Prompt
Locate and copy each line in the data that contains the word "down".
[Data for review — start]
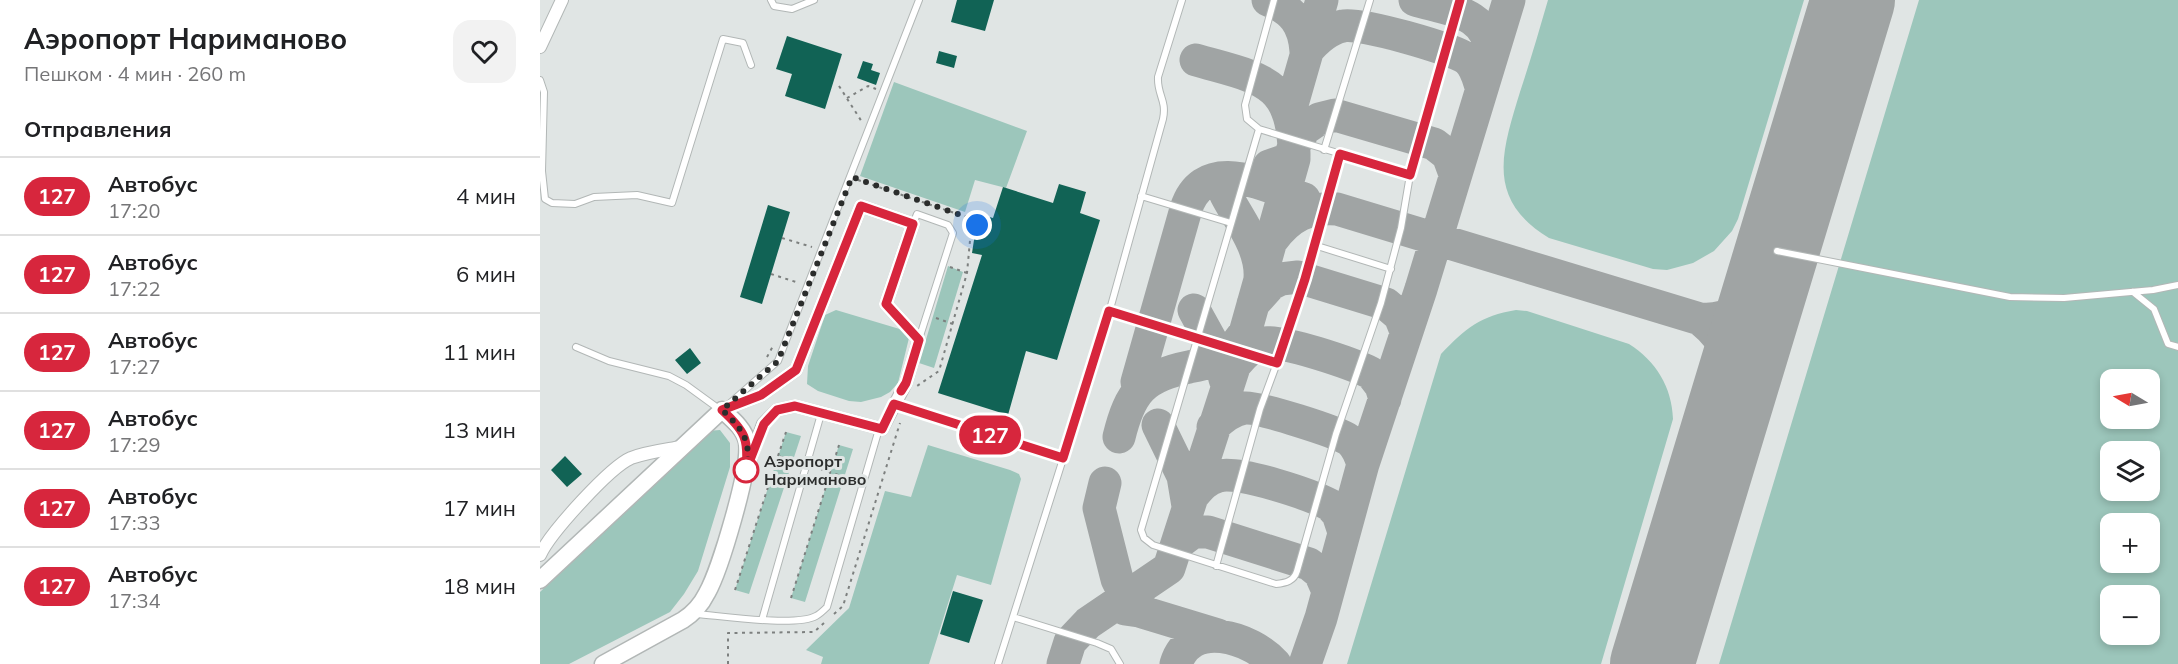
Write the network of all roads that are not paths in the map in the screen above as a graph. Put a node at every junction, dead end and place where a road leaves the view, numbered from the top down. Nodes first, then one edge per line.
1 (562, 0) edge
2 (771, 0) edge
3 (814, 0) edge
4 (919, 0) edge
5 (1182, 0) edge
6 (1274, 0) edge
7 (1370, 0) edge
8 (1460, 0) edge
9 (540, 47) edge
10 (751, 65) dead end
11 (540, 80) edge
12 (1259, 129) junction
13 (1324, 150) junction
14 (1340, 154) junction
15 (1410, 175) junction
16 (1141, 196) junction
17 (913, 224) junction
18 (1231, 224) junction
19 (1314, 245) junction
20 (1777, 251) dead end
21 (1390, 269) junction
22 (2178, 285) edge
23 (2133, 292) junction
24 (1109, 311) junction
25 (1199, 337) junction
26 (919, 340) junction
27 (576, 346) dead end
28 (2178, 347) edge
29 (1277, 363) junction
30 (894, 404) junction
31 (722, 410) junction
32 (821, 414) junction
33 (880, 428) junction
34 (681, 447) junction
35 (1063, 458) junction
36 (746, 470) junction
37 (540, 555) edge
38 (1215, 566) junction
39 (540, 580) edge
40 (694, 613) junction
41 (1013, 617) junction
42 (762, 620) junction
43 (603, 664) edge
44 (998, 664) edge
45 (1120, 664) edge

1 - 9 street
2 - 3 lane
4 - 31 lane
5 - 16 lane
6 - 12 lane
7 - 13 lane
8 - 15 lane
10 - 11 lane
12 - 13 lane
12 - 18 lane
13 - 14 lane
14 - 15 lane
14 - 19 lane
15 - 21 lane
16 - 18 lane
16 - 24 lane
17 - 26 street
17 - 26 lane
17 - 31 street
18 - 25 lane
19 - 21 lane
19 - 29 lane
20 - 23 lane
21 - 38 lane
22 - 23 lane
23 - 28 lane
24 - 25 lane
24 - 35 lane
25 - 29 lane
25 - 38 lane
26 - 30 street
27 - 31 lane
29 - 38 lane
30 - 33 street
30 - 35 lane
31 - 34 main road
31 - 36 main road
32 - 33 street
32 - 36 street
32 - 42 lane
33 - 42 lane
34 - 37 street
34 - 39 main road
35 - 41 lane
36 - 40 main road
40 - 42 lane
40 - 43 main road
41 - 44 lane
41 - 45 lane

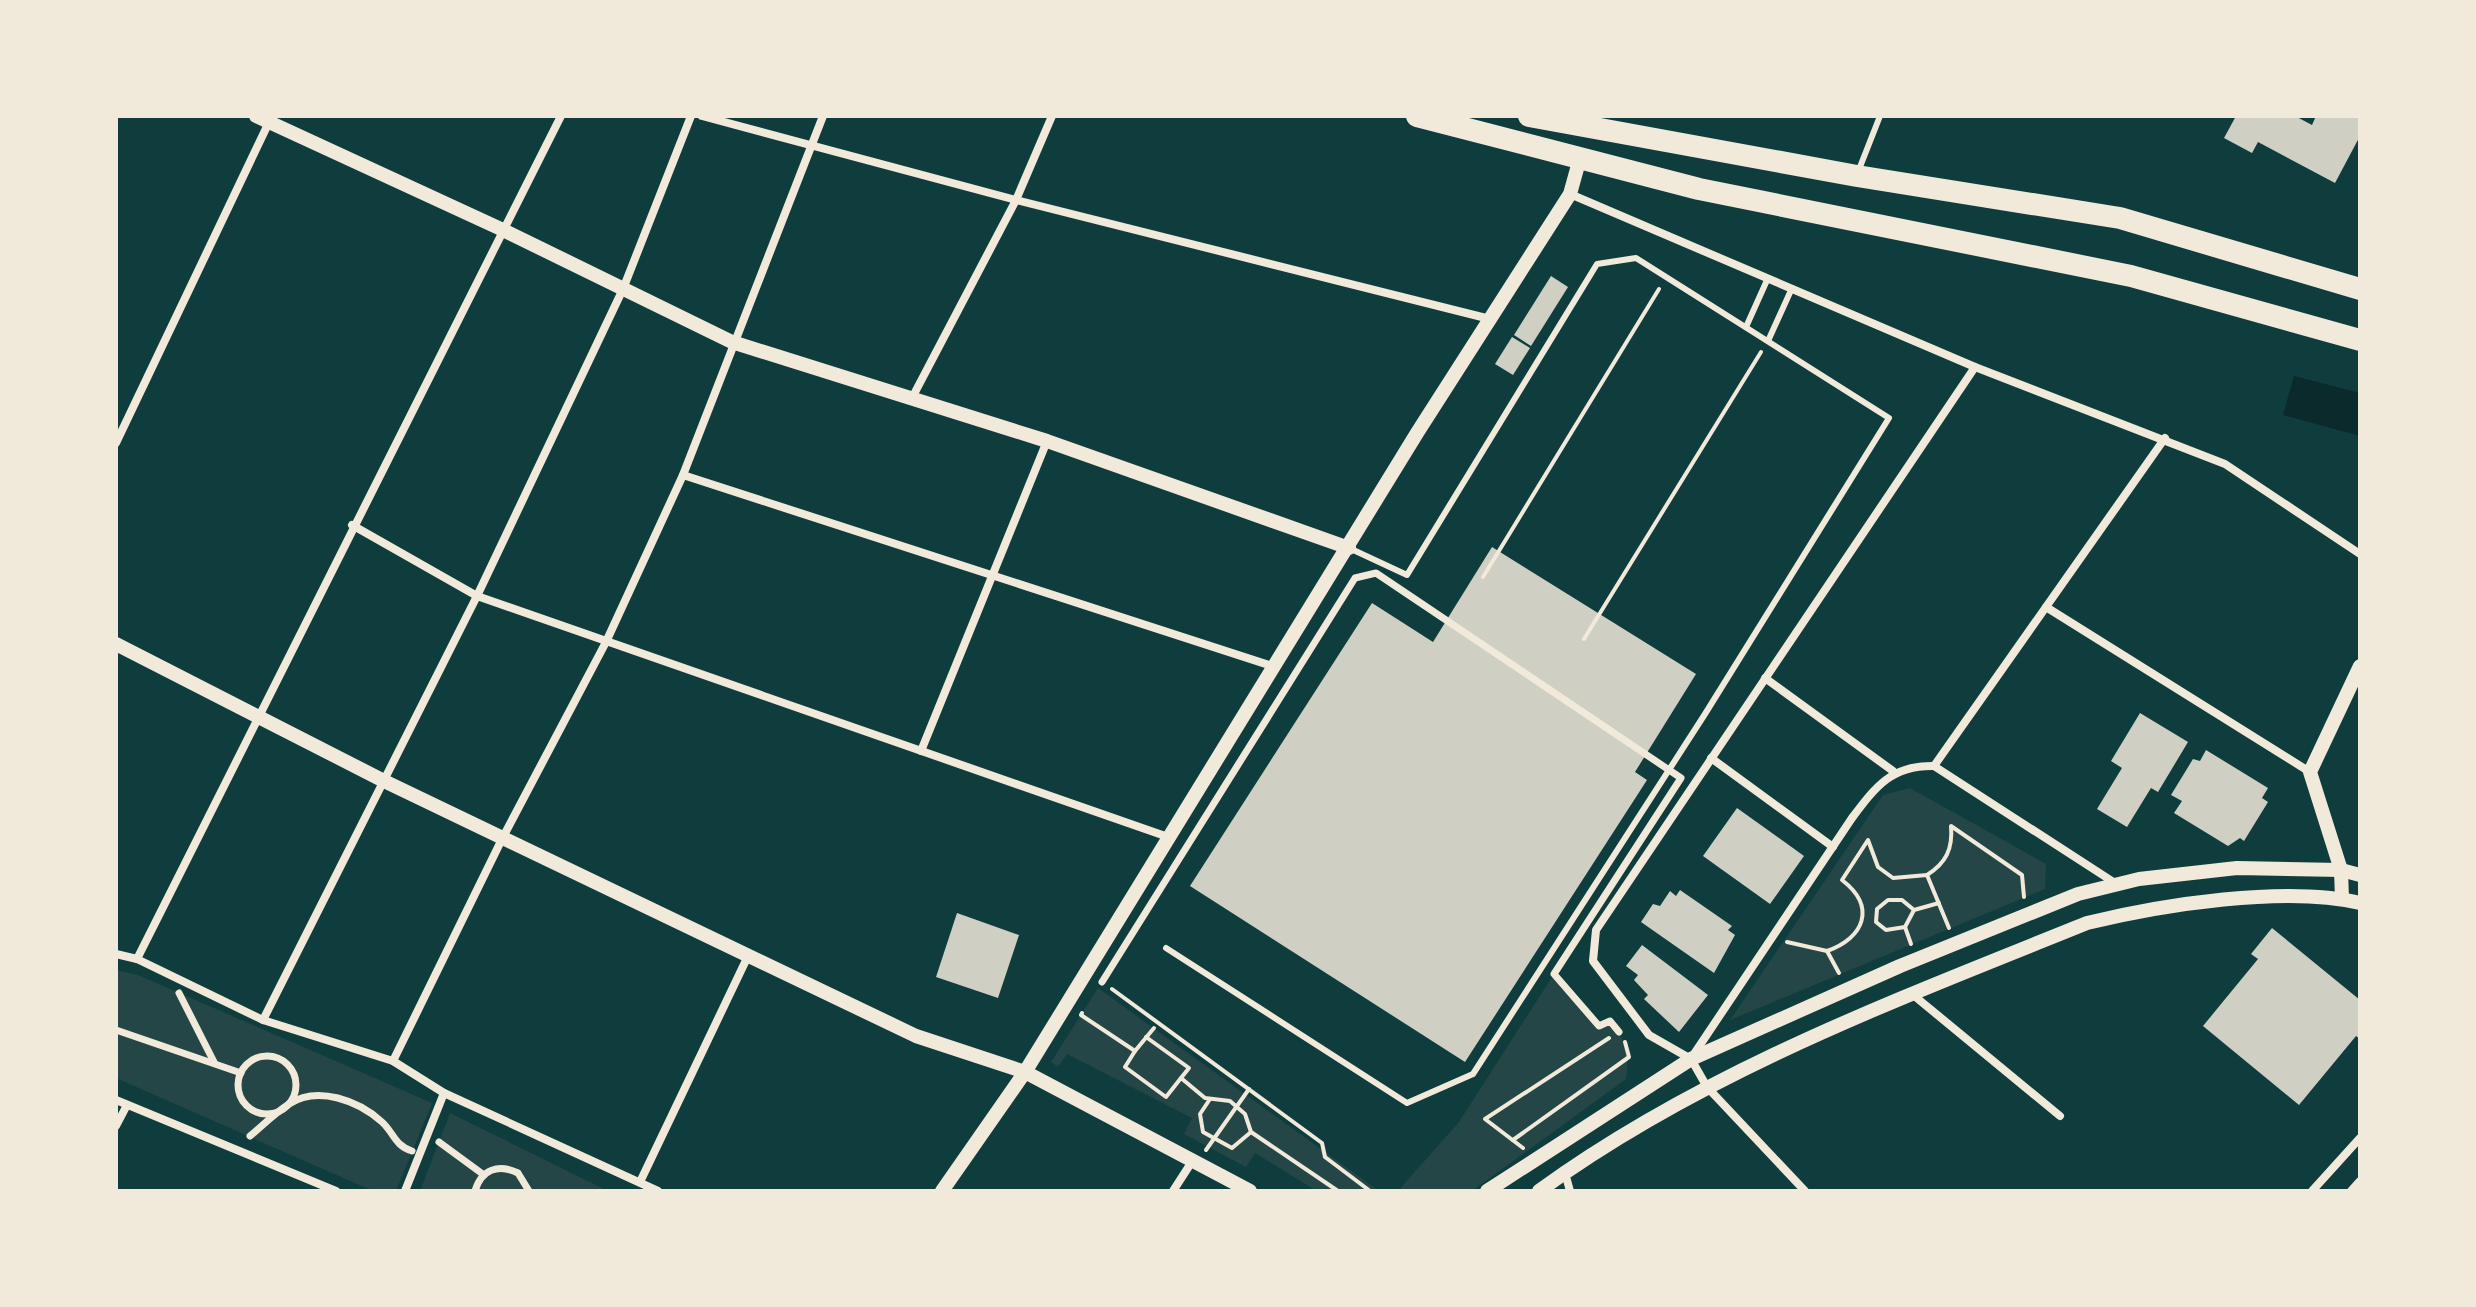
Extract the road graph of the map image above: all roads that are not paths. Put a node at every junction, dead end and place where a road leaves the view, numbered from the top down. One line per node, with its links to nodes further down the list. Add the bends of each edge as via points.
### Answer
1 (561, 116): 15 (street)
2 (691, 116): 18 (street)
3 (702, 116): 10 (street)
4 (823, 116): 10 (street)
5 (1052, 116): 14 (street)
6 (1417, 116): 11 (highway)
7 (1531, 116): 12 (highway)
8 (1880, 116): 12 (lane)
9 (266, 118): 15 (street); 29 (street)
10 (811, 145): 14 (street); 24 (street)
11 (1580, 158): 13 (street); 22 (highway, via 1769,204 2131,276)
12 (1857, 176): 19 (highway, via 2120,218)
13 (1570, 194): 16 (street); 20 (street)
14 (1016, 200): 20 (street); 26 (street)
15 (501, 229): 18 (street); 31 (street)
16 (1768, 278): 17 (street); 21 (lane)
17 (1792, 288): 23 (lane); 25 (street)
18 (623, 289): 24 (street); 35 (street)
19 (2360, 289)
20 (1490, 319): 32 (street)
21 (1746, 327): 23 (lane); 32 (lane, via 1636,258 1597,264 1407,575)
22 (2360, 340)
23 (1768, 341): 46 (lane, via 1889,418)
24 (732, 342): 26 (street); 30 (street)
25 (1975, 367): 27 (street); 41 (street)
26 (912, 398): 28 (street)
27 (2165, 438): 33 (street, via 2225,464); 36 (street)
28 (1047, 441): 32 (street); 34 (street)
29 (116, 443)
30 (683, 475): 34 (street); 37 (street)
31 (352, 525): 35 (street); 42 (street)
32 (1349, 548): 40 (street)
33 (2360, 554)
34 (992, 576): 40 (street); 43 (street)
35 (477, 596): 37 (street); 49 (street)
36 (2046, 607): 45 (street); 48 (street)
37 (606, 642): 43 (street); 51 (street)
38 (116, 644): 42 (street)
39 (2360, 666): 48 (street)
40 (1275, 667): 50 (street)
41 (1765, 678): 44 (street); 47 (street)
42 (257, 717): 49 (street); 61 (street)
43 (921, 751): 50 (street)
44 (1711, 758): 52 (street); 68 (street, via 1596,930 1593,961 1649,1035)
45 (1934, 766): 47 (street); 55 (street)
46 (1669, 770): 58 (lane, via 1473,1074 1407,1103); 62 (street, via 1376,573 1355,578); 67 (street, via 1681,778 1554,974 1599,1026 1610,1021)
47 (1893, 771): 52 (street)
48 (2310, 772): 53 (street)
49 (384, 781): 51 (street); 65 (street)
50 (1171, 838): 71 (street)
51 (502, 839): 60 (street); 69 (street)
52 (1833, 847): 68 (street)
53 (2341, 870): 54 (street); 55 (street, via 2237,868); 56 (street)
54 (2360, 875)
55 (2115, 883): 68 (street, via 1900,966)
56 (2342, 899): 57 (street); 64 (street, via 2240,898 2144,909 2087,923)
57 (2360, 903)
58 (1166, 948)
59 (116, 954): 61 (street)
60 (748, 956): 71 (street, via 916,1036); 88 (street)
61 (137, 959): 65 (street)
62 (1102, 982)
63 (179, 993): 70 (street)
64 (1912, 994): 73 (street); 78 (street)
65 (263, 1020): 69 (street)
66 (116, 1030): 70 (street)
67 (1619, 1032)
68 (1691, 1059): 73 (street); 97 (street)
69 (393, 1061): 74 (street)
70 (214, 1062): 72 (street)
71 (1025, 1072): 84 (street); 94 (street)
72 (241, 1073): 77 (street, via 241,1097 254,1111 272,1113); 77 (street, via 258,1057 286,1063 295,1079)
73 (1707, 1087): 85 (street); 100 (street)
74 (444, 1093): 88 (street); 90 (street)
75 (116, 1100): 76 (street)
76 (127, 1105): 79 (street); 89 (street)
77 (288, 1105): 80 (street); 83 (street, via 298,1099 332,1097 360,1104 385,1124 399,1147)
78 (2060, 1116)
79 (116, 1126)
80 (250, 1136)
81 (2360, 1138): 101 (street)
82 (439, 1142): 86 (street)
83 (412, 1151)
84 (1195, 1160): 95 (street); 96 (street)
85 (1565, 1173): 98 (street); 99 (street)
86 (484, 1175): 91 (street); 92 (street, via 510,1169 524,1179)
87 (2360, 1181): 102 (street)
88 (640, 1182): 93 (street)
89 (336, 1191)
90 (405, 1191)
91 (475, 1191)
92 (529, 1191)
93 (658, 1191)
94 (942, 1191)
95 (1173, 1191)
96 (1250, 1191)
97 (1487, 1191)
98 (1539, 1191)
99 (1570, 1191)
100 (1805, 1191)
101 (2312, 1191)
102 (2351, 1191)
[Data for review — finish]
Exercise answer
Write the network of all roads that are not paths in the map in the screen above as a graph. Put a node at every junction, dead end and place where a road leaves the view, numbered from the top down. Nodes first, then one edge per line.
Extract the road graph of the map image above: all roads that are not paths. Put a node at every junction, dead end and place where a road leaves the view, numbered from the top down. One line per node, with its links to nodes further down the list. Add the bends of each edge as via points.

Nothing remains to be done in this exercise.